§ Goal of the exercise
Below are the records; how many of their lines contain "nodes"? Reply only with that figure.

§ Material for this exercise
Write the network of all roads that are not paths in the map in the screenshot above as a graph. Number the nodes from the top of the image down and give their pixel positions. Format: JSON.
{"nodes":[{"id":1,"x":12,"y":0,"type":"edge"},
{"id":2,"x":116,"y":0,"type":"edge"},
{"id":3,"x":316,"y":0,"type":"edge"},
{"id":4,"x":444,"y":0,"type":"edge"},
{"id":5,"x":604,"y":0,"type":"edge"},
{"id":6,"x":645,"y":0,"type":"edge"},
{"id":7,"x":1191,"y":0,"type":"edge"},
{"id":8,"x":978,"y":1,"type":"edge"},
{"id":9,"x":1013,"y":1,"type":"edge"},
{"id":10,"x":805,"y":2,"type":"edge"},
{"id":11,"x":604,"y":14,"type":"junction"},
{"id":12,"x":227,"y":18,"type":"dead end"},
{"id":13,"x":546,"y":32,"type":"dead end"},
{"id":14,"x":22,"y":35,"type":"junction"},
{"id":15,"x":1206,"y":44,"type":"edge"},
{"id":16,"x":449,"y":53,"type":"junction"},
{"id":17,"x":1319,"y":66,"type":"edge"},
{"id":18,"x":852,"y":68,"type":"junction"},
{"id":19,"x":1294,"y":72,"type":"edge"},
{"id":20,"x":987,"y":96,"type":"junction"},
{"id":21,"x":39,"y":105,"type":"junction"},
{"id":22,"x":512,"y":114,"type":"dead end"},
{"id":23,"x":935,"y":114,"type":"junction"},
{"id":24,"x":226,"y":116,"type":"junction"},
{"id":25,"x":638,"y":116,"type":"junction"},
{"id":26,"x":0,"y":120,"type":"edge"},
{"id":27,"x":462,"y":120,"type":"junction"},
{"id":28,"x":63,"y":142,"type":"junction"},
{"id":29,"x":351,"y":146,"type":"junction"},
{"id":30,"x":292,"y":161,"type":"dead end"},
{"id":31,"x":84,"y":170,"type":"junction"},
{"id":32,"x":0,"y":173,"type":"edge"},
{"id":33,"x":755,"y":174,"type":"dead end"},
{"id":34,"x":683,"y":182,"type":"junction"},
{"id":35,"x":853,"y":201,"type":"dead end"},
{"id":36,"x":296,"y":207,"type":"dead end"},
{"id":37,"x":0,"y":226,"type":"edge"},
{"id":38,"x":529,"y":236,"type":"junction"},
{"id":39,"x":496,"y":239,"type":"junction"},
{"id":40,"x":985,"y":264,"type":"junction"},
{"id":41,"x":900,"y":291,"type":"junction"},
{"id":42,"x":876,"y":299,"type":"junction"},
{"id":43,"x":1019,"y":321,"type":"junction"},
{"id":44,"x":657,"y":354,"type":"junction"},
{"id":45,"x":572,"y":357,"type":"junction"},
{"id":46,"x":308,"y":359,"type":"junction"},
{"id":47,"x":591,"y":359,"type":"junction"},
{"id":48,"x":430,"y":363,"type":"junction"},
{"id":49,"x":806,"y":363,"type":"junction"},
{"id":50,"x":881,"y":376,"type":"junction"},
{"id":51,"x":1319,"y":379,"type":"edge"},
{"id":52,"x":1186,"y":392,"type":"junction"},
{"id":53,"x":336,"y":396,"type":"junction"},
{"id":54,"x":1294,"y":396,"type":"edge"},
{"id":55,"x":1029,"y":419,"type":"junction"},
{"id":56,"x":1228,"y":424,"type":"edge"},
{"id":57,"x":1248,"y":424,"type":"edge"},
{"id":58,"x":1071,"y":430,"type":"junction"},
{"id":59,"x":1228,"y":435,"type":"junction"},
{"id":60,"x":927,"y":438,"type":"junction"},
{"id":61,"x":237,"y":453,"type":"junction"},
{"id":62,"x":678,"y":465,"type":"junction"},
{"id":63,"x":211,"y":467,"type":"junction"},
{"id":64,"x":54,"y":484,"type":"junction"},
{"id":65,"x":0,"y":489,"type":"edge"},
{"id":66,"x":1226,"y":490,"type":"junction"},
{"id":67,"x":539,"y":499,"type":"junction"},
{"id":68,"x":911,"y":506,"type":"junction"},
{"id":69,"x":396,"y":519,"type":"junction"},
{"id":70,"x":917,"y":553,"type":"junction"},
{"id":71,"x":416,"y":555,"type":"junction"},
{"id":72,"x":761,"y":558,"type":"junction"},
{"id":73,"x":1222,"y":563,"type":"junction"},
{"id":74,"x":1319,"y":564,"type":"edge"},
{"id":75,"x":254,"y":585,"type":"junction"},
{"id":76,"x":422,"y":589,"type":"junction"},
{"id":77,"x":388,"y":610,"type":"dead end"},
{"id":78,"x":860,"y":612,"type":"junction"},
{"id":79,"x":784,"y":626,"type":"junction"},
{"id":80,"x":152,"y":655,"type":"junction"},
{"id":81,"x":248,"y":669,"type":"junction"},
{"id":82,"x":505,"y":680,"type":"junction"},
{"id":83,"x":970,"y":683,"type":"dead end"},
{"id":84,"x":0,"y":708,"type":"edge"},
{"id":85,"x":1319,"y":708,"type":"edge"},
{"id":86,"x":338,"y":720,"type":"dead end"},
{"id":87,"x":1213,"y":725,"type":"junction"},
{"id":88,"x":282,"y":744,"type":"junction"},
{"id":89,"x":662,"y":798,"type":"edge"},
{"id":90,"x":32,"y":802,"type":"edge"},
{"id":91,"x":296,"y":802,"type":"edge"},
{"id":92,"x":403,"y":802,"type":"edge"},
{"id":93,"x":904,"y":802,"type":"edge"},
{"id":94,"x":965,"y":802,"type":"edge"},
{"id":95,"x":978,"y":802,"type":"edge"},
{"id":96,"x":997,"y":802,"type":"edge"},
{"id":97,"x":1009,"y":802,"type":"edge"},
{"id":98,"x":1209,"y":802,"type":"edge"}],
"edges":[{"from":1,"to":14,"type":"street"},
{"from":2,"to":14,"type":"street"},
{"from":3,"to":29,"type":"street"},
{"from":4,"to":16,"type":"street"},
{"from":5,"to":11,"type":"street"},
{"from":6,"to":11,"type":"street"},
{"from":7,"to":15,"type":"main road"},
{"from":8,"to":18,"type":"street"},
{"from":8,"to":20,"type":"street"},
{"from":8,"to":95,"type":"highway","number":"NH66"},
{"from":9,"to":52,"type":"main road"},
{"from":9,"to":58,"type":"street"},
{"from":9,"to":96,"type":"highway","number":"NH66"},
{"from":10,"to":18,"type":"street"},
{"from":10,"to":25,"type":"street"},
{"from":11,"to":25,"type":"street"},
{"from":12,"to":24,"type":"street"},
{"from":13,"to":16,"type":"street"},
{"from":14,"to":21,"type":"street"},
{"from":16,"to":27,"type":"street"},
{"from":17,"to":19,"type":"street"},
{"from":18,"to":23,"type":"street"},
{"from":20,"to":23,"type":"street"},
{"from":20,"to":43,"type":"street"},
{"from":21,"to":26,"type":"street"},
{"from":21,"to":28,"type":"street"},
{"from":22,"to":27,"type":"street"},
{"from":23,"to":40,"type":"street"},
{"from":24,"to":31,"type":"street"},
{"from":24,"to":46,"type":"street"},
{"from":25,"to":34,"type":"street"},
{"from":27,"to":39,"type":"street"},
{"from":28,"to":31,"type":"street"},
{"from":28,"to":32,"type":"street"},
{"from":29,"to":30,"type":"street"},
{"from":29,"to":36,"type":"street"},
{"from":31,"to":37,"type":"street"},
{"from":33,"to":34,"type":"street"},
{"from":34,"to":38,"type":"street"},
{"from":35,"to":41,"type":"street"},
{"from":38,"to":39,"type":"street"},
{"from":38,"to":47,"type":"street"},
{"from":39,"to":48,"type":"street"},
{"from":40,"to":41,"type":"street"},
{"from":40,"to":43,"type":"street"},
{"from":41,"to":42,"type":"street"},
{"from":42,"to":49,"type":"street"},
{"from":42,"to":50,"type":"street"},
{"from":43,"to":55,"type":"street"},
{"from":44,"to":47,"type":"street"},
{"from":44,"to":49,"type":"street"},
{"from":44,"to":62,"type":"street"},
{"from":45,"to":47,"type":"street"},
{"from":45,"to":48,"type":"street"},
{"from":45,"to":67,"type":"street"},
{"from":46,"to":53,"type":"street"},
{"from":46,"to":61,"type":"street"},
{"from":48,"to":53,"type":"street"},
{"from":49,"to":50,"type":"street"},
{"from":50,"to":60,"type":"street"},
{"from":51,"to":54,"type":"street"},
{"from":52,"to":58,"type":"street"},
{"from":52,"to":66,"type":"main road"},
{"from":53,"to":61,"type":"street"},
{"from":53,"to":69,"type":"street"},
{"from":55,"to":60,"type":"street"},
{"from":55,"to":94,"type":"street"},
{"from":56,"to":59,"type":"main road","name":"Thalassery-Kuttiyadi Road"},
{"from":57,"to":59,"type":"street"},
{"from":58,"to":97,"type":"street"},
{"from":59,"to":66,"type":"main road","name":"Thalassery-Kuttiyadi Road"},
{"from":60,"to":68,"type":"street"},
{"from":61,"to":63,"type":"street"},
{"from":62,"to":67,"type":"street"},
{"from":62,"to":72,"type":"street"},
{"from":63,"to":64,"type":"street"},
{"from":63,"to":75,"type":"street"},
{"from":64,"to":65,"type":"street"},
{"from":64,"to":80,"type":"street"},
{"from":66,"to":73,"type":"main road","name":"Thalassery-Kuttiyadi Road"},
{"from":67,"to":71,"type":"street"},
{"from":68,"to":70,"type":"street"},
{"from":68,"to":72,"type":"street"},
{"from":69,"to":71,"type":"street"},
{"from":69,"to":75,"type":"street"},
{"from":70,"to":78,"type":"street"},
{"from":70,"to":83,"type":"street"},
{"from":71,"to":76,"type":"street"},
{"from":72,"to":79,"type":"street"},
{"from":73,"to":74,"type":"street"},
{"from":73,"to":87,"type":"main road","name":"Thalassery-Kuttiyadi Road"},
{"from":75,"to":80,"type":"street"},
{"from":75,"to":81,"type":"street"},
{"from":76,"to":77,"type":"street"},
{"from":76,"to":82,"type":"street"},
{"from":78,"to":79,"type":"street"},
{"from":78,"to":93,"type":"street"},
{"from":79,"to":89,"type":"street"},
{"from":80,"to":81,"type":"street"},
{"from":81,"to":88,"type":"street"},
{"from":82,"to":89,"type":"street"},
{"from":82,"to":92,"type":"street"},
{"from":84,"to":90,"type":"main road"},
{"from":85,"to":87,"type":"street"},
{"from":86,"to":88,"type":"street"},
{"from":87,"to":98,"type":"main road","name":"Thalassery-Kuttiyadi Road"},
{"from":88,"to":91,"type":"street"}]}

§ Task response
2